## WHAT THE TASK REQUIRES
After locating "Give me a JSON index of the" in the listing below, copy that line and each one after it exactly, ending with the line that has "For a GIS import: Dump".
[[ MATERIAL PROVIDED open ]]
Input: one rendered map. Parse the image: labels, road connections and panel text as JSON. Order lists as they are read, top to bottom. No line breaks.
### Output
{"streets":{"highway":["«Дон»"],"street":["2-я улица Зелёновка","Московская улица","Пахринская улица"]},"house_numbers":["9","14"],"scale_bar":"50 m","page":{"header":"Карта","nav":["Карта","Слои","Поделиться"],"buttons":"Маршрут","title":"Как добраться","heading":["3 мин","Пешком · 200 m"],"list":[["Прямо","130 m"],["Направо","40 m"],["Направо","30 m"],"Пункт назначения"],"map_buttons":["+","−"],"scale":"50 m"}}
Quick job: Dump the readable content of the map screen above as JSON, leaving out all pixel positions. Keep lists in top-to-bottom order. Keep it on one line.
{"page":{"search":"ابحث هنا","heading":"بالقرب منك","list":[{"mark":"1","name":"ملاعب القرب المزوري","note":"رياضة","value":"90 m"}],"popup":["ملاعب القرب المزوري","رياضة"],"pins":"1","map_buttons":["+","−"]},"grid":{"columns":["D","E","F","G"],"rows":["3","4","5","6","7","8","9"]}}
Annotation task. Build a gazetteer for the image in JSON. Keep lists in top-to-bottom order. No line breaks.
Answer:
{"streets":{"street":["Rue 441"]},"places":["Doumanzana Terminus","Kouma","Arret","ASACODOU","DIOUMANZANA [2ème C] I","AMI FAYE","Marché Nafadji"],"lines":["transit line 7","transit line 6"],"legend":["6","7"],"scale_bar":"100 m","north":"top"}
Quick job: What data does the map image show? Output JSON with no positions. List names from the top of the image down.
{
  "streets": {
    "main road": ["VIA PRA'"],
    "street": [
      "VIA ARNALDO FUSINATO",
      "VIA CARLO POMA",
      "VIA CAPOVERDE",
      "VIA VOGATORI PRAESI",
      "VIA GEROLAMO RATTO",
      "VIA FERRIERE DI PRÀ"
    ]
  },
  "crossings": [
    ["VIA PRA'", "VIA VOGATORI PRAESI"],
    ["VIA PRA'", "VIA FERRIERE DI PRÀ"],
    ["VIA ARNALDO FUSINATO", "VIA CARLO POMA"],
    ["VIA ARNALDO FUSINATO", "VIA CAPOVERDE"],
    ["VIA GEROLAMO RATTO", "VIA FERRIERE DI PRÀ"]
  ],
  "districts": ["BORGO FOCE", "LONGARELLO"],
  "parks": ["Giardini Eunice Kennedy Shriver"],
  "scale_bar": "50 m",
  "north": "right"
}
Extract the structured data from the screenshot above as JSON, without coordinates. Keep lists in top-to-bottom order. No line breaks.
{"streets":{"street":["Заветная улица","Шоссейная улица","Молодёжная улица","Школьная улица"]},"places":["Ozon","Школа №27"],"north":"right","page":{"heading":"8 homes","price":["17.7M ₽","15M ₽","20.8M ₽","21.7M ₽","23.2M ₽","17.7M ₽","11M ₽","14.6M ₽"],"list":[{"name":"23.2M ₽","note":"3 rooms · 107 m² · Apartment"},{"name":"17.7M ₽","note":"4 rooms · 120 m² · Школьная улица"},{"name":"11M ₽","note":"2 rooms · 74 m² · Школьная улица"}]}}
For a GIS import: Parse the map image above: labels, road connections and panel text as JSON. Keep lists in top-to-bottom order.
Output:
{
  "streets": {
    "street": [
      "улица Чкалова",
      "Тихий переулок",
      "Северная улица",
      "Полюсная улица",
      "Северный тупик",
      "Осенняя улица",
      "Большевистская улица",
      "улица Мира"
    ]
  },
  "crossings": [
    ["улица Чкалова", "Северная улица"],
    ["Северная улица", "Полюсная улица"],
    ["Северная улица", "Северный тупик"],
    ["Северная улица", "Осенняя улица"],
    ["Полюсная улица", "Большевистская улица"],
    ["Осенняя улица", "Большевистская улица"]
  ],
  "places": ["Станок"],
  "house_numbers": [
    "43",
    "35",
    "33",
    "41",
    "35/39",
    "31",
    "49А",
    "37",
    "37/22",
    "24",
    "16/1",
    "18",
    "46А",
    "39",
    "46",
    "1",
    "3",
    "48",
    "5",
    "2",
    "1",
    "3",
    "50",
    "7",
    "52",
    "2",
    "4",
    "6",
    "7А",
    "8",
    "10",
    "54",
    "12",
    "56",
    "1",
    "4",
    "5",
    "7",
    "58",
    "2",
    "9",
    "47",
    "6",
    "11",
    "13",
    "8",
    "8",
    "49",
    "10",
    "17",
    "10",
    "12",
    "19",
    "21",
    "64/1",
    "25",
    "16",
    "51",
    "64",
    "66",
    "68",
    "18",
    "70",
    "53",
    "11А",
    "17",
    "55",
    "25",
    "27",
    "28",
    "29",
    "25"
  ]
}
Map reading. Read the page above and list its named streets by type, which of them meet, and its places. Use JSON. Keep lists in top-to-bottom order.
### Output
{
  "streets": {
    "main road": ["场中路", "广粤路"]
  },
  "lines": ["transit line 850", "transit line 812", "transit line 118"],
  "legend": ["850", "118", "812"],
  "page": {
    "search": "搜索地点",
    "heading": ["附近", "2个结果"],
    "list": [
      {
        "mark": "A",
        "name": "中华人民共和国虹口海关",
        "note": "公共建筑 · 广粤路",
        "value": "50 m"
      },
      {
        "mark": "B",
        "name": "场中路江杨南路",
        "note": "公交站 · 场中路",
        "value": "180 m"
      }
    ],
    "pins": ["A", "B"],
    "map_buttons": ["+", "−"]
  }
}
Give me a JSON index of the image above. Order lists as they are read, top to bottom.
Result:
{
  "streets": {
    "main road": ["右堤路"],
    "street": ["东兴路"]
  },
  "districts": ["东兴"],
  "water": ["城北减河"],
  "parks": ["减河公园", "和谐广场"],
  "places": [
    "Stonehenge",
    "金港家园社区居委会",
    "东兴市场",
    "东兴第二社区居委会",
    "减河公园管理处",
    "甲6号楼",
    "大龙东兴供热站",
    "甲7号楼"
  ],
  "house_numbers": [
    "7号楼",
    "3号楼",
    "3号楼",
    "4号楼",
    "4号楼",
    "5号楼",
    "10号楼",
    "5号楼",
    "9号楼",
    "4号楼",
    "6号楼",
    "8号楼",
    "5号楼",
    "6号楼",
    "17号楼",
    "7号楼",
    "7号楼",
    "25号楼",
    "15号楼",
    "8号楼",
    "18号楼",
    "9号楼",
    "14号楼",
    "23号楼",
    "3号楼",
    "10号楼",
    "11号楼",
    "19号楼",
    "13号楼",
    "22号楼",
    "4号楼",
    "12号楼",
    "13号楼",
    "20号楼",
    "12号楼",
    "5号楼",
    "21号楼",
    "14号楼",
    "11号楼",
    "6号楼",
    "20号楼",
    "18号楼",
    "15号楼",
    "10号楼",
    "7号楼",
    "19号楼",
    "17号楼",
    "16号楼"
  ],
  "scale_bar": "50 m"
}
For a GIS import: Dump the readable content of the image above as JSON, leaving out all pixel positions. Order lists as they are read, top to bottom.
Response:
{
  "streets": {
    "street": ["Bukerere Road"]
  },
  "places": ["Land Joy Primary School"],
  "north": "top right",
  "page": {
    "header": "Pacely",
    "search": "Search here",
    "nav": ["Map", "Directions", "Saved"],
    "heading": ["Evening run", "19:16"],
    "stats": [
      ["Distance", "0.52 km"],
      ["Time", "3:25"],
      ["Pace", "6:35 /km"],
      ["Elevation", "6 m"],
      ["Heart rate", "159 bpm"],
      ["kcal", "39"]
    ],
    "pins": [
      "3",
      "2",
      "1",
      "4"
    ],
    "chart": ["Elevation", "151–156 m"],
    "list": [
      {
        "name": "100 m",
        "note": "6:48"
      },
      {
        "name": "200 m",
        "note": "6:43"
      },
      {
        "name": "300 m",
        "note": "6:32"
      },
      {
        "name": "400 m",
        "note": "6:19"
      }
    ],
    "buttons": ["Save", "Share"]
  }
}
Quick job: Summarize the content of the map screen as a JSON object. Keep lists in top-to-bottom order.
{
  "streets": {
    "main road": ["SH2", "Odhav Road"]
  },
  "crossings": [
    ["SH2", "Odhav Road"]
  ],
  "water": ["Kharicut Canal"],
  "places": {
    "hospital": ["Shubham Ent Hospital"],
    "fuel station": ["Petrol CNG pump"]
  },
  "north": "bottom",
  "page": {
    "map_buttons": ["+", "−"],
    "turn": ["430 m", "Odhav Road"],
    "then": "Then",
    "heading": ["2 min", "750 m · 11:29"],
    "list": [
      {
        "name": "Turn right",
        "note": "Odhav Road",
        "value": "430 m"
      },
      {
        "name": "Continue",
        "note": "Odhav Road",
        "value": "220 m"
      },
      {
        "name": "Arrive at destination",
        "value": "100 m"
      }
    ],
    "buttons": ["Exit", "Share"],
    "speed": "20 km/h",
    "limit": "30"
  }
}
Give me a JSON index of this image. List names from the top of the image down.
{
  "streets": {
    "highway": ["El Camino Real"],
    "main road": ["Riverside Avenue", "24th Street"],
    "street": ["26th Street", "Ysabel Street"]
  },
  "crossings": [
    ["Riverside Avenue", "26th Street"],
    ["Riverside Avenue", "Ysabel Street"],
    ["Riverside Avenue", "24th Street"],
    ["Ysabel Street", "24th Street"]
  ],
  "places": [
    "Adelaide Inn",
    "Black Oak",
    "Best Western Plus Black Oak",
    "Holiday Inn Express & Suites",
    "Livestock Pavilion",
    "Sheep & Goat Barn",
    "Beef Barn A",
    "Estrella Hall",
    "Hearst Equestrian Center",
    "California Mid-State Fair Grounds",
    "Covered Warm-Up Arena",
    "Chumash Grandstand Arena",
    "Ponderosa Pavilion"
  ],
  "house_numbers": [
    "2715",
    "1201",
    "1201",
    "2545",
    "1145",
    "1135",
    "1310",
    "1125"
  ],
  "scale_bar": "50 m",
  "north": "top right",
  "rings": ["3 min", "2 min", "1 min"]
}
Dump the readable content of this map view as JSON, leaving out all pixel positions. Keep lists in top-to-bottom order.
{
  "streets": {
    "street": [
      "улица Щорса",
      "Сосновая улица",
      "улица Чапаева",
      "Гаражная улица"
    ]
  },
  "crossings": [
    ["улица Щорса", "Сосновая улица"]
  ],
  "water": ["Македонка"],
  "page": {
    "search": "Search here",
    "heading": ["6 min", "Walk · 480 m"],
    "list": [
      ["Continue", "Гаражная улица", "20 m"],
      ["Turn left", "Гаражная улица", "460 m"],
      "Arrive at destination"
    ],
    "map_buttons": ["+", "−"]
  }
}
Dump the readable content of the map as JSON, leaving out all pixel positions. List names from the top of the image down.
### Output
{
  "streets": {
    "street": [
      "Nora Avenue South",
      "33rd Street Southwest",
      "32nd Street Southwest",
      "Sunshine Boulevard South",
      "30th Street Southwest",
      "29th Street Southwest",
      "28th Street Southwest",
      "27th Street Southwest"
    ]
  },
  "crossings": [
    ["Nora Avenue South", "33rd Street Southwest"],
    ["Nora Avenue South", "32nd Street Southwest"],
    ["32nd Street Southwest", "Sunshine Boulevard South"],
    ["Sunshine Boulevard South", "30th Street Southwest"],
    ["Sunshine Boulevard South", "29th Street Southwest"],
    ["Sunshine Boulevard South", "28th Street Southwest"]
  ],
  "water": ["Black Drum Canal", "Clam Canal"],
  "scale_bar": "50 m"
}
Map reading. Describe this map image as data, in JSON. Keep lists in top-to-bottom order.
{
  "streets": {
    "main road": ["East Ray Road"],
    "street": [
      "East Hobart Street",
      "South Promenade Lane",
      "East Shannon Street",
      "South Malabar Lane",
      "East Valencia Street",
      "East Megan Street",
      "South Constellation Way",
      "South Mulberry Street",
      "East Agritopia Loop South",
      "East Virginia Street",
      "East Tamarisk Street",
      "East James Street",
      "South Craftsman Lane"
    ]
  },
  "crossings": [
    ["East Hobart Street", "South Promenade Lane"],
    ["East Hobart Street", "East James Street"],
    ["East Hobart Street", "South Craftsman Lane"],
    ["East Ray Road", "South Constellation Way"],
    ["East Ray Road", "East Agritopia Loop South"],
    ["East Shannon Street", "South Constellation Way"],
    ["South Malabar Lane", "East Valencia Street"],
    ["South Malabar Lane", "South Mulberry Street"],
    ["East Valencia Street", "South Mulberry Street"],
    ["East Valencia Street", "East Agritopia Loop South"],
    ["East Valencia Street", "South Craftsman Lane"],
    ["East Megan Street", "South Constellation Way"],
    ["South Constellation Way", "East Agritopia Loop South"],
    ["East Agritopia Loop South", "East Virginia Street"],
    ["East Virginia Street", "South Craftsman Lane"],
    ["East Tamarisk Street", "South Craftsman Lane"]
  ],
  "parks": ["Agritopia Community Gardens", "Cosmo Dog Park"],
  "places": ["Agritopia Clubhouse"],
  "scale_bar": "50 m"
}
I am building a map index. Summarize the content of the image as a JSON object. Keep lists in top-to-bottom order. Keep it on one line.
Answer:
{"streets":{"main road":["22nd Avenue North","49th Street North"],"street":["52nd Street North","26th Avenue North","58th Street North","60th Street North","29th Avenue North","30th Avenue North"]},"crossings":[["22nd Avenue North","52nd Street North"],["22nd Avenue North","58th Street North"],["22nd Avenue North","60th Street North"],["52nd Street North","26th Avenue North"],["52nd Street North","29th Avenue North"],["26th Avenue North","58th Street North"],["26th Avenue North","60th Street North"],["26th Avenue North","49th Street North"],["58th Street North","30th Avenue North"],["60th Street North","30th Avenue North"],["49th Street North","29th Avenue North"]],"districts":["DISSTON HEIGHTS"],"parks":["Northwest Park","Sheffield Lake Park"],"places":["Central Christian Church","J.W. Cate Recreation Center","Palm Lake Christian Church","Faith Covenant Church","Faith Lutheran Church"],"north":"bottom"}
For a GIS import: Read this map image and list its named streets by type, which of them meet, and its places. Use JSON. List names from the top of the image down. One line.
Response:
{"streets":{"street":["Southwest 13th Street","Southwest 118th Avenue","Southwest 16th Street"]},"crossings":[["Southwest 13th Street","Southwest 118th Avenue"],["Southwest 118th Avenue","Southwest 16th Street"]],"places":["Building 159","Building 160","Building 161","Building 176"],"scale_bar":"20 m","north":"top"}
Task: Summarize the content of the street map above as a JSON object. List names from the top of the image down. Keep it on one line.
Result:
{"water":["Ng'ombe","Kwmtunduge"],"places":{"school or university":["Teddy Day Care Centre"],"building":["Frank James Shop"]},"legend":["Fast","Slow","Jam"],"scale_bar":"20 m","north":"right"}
[[ MATERIAL PROVIDED closed ]]
## EXERCISE SOLUTION
Give me a JSON index of the image above. Order lists as they are read, top to bottom.
Result:
{
  "streets": {
    "main road": ["右堤路"],
    "street": ["东兴路"]
  },
  "districts": ["东兴"],
  "water": ["城北减河"],
  "parks": ["减河公园", "和谐广场"],
  "places": [
    "Stonehenge",
    "金港家园社区居委会",
    "东兴市场",
    "东兴第二社区居委会",
    "减河公园管理处",
    "甲6号楼",
    "大龙东兴供热站",
    "甲7号楼"
  ],
  "house_numbers": [
    "7号楼",
    "3号楼",
    "3号楼",
    "4号楼",
    "4号楼",
    "5号楼",
    "10号楼",
    "5号楼",
    "9号楼",
    "4号楼",
    "6号楼",
    "8号楼",
    "5号楼",
    "6号楼",
    "17号楼",
    "7号楼",
    "7号楼",
    "25号楼",
    "15号楼",
    "8号楼",
    "18号楼",
    "9号楼",
    "14号楼",
    "23号楼",
    "3号楼",
    "10号楼",
    "11号楼",
    "19号楼",
    "13号楼",
    "22号楼",
    "4号楼",
    "12号楼",
    "13号楼",
    "20号楼",
    "12号楼",
    "5号楼",
    "21号楼",
    "14号楼",
    "11号楼",
    "6号楼",
    "20号楼",
    "18号楼",
    "15号楼",
    "10号楼",
    "7号楼",
    "19号楼",
    "17号楼",
    "16号楼"
  ],
  "scale_bar": "50 m"
}
For a GIS import: Dump the readable content of the image above as JSON, leaving out all pixel positions. Order lists as they are read, top to bottom.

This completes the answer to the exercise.